Authors:  Jayesh Sanjay Patil ,Nilesh Vani

DOI : 10.46335/IJIES.2025.10.6.14

Abstract – Chronic Kidney Disease (CKD) is a progressive, irreversible condition distinguish by a gradual decline in kidney functions, often remaining asymptomatic until advanced stages. Early detection is essential for improving patient outcomes and prolonging survival. This study shows a machine learning (ML) approach for diagnosing CKD using the CKD dataset from the UCI machine learning repository, which includes substantial missing data. To address this, K-nearest neighbors (KNN) imputation was employed, reflecting real-world clinical scenarios.
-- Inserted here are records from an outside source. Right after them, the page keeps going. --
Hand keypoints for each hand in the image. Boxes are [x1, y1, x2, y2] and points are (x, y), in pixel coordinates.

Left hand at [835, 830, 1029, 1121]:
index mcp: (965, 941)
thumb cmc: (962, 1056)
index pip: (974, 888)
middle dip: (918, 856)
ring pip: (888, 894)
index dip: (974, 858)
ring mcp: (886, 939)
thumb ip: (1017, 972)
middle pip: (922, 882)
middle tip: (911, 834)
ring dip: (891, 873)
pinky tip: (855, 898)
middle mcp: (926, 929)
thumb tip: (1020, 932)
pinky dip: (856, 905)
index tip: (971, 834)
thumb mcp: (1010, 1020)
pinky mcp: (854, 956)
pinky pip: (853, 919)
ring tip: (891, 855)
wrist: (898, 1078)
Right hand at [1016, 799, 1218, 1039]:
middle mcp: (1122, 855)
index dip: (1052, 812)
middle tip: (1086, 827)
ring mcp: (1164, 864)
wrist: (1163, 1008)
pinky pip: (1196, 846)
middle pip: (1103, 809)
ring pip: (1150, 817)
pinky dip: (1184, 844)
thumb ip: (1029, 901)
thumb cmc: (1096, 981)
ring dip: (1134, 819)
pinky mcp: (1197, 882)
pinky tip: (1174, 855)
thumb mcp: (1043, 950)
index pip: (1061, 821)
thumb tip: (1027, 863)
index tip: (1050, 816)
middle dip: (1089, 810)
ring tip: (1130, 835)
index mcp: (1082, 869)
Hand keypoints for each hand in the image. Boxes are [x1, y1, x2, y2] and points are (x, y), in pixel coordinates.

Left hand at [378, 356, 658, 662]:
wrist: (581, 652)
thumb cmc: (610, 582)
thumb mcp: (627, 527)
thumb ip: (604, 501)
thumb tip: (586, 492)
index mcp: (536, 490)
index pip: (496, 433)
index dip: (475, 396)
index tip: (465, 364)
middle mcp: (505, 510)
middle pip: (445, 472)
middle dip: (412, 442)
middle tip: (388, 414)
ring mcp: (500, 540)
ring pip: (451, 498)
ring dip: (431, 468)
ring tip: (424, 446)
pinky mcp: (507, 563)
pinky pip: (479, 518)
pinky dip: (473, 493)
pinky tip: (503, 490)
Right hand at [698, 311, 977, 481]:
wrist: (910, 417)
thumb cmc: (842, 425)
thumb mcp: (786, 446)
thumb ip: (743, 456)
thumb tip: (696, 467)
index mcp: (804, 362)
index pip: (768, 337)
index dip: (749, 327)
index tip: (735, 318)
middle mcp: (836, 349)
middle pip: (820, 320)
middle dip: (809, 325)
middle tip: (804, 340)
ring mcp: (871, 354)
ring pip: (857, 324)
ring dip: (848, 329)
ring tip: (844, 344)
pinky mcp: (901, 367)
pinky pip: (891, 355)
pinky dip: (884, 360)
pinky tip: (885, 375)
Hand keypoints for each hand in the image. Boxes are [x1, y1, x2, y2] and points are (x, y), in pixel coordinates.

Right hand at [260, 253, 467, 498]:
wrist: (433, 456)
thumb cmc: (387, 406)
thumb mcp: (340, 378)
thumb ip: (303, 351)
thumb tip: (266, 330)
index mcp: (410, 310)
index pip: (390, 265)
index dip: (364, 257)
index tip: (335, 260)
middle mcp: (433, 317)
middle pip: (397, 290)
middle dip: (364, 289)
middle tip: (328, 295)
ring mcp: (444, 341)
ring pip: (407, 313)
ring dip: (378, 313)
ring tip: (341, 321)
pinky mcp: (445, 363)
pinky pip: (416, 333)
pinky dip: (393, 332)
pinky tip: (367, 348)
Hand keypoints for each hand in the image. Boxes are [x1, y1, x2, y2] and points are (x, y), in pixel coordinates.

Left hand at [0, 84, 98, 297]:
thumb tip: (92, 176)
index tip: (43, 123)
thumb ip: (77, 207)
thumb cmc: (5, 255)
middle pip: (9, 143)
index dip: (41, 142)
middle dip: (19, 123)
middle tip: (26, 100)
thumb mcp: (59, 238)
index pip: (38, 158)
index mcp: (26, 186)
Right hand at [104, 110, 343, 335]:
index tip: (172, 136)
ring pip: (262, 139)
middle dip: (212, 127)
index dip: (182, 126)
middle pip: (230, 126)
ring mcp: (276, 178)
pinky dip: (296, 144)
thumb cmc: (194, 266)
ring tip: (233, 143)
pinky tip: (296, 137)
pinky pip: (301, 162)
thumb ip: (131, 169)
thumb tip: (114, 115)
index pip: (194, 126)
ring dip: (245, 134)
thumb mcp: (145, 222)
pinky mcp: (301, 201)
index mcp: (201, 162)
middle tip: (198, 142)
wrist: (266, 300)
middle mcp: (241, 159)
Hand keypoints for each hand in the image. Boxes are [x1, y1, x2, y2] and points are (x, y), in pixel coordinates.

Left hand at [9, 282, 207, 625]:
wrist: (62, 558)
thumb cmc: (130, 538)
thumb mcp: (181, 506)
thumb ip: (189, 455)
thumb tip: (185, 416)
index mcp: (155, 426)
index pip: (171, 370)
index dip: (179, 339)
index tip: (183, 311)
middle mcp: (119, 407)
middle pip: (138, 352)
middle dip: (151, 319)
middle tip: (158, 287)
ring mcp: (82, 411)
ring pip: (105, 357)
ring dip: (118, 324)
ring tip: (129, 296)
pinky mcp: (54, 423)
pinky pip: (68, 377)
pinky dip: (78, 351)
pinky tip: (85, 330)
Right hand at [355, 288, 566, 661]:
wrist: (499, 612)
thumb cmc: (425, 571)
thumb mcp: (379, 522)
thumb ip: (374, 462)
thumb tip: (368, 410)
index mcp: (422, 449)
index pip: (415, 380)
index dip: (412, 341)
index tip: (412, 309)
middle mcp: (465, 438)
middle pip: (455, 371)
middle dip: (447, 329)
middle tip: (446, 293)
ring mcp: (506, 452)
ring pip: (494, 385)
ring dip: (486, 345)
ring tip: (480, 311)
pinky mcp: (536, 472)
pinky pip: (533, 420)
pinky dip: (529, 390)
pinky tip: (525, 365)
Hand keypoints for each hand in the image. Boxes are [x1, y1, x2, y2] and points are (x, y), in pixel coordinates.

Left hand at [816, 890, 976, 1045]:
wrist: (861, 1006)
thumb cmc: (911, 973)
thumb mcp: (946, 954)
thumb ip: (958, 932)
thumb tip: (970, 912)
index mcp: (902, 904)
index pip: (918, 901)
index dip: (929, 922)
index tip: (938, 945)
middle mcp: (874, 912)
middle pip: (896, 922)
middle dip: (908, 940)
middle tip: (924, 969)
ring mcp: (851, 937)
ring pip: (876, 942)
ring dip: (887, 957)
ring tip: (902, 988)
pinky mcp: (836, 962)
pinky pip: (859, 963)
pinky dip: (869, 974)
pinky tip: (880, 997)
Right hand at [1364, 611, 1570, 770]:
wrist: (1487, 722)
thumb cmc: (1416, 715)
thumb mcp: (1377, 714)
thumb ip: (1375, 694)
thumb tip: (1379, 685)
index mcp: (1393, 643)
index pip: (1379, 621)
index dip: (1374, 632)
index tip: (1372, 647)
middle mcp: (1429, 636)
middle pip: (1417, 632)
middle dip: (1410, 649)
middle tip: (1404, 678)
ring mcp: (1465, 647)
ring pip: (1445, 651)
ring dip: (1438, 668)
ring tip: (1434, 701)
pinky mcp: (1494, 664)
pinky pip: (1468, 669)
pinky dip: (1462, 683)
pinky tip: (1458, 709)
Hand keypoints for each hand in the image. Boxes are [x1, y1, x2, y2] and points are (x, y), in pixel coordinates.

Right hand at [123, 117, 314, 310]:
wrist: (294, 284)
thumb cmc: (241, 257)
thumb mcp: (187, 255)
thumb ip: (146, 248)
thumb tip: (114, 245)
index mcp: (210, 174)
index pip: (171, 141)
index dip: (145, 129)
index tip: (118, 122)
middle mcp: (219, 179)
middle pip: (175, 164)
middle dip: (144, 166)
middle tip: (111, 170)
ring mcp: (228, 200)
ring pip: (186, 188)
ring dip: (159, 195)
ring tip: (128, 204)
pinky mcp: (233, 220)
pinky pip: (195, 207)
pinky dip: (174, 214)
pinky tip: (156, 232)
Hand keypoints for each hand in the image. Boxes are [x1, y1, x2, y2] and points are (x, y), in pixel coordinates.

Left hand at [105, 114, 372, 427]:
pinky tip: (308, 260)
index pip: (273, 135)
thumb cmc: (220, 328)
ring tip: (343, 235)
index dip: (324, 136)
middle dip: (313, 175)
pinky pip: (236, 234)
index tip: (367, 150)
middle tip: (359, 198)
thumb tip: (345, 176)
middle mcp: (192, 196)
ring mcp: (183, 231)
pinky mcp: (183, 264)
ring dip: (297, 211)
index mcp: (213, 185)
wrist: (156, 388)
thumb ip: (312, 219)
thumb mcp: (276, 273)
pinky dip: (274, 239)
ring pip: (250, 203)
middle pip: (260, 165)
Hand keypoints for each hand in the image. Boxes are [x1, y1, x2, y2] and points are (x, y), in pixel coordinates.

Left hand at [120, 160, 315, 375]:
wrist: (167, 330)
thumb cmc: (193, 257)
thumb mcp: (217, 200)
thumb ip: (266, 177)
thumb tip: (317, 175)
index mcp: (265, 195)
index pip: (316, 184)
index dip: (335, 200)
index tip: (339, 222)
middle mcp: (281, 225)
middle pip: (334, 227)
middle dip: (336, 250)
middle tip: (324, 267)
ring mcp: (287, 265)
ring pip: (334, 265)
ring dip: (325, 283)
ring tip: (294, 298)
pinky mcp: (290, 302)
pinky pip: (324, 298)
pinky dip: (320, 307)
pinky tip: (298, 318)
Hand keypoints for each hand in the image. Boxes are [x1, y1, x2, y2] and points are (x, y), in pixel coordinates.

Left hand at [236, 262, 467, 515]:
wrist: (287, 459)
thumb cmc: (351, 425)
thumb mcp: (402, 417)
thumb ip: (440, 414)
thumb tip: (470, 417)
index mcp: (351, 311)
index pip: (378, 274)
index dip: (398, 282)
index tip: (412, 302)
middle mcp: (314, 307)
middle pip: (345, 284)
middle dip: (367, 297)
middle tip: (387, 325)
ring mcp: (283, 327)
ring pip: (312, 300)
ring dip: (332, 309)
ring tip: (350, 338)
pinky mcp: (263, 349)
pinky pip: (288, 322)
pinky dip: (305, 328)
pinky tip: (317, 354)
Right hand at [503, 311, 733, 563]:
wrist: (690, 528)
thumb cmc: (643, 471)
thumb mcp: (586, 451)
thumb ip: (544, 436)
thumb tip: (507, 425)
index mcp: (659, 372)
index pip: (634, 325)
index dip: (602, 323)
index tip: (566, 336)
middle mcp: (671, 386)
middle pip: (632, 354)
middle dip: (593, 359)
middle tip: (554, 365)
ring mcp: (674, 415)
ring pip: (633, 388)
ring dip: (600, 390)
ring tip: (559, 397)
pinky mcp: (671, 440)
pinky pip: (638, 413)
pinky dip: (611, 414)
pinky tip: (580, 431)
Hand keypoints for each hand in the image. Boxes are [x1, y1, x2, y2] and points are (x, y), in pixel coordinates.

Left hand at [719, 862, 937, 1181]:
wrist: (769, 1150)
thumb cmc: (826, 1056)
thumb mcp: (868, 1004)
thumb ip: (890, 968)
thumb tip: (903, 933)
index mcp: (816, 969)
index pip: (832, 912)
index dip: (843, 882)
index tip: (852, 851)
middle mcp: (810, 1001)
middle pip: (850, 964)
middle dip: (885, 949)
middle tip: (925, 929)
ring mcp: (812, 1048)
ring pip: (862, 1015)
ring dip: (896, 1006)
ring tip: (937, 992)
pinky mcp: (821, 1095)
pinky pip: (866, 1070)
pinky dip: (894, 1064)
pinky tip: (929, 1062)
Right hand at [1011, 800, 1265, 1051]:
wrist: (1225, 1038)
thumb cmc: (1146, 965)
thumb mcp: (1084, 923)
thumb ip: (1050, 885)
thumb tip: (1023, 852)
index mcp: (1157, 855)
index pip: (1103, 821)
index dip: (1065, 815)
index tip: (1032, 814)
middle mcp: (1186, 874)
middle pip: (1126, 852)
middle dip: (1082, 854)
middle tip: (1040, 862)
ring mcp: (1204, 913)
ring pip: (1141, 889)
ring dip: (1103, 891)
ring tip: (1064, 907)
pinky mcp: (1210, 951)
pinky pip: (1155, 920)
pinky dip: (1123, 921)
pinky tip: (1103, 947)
Eight ML algorithms— random forest, support vector machine , logistic regression, k-nearest neighbor, AdaBoost, naive Bayes classifier, feed-forward neural network, and gradient boosting—were evaluated for their diagnostic capabilities. An additional model combining logistic regression and random forest with a perceptron was also developed, demonstrating enhanced performance across multiple simulations. The addition of AdaBoost and gradient boosting contributed to improved model robustness and predictive accuracy. These results suggest that the proposed methodology can be adapted to more complex clinical datasets, offering a valuable tool for early disease diagnosis and aiding clinicians in making timely treatment decisions.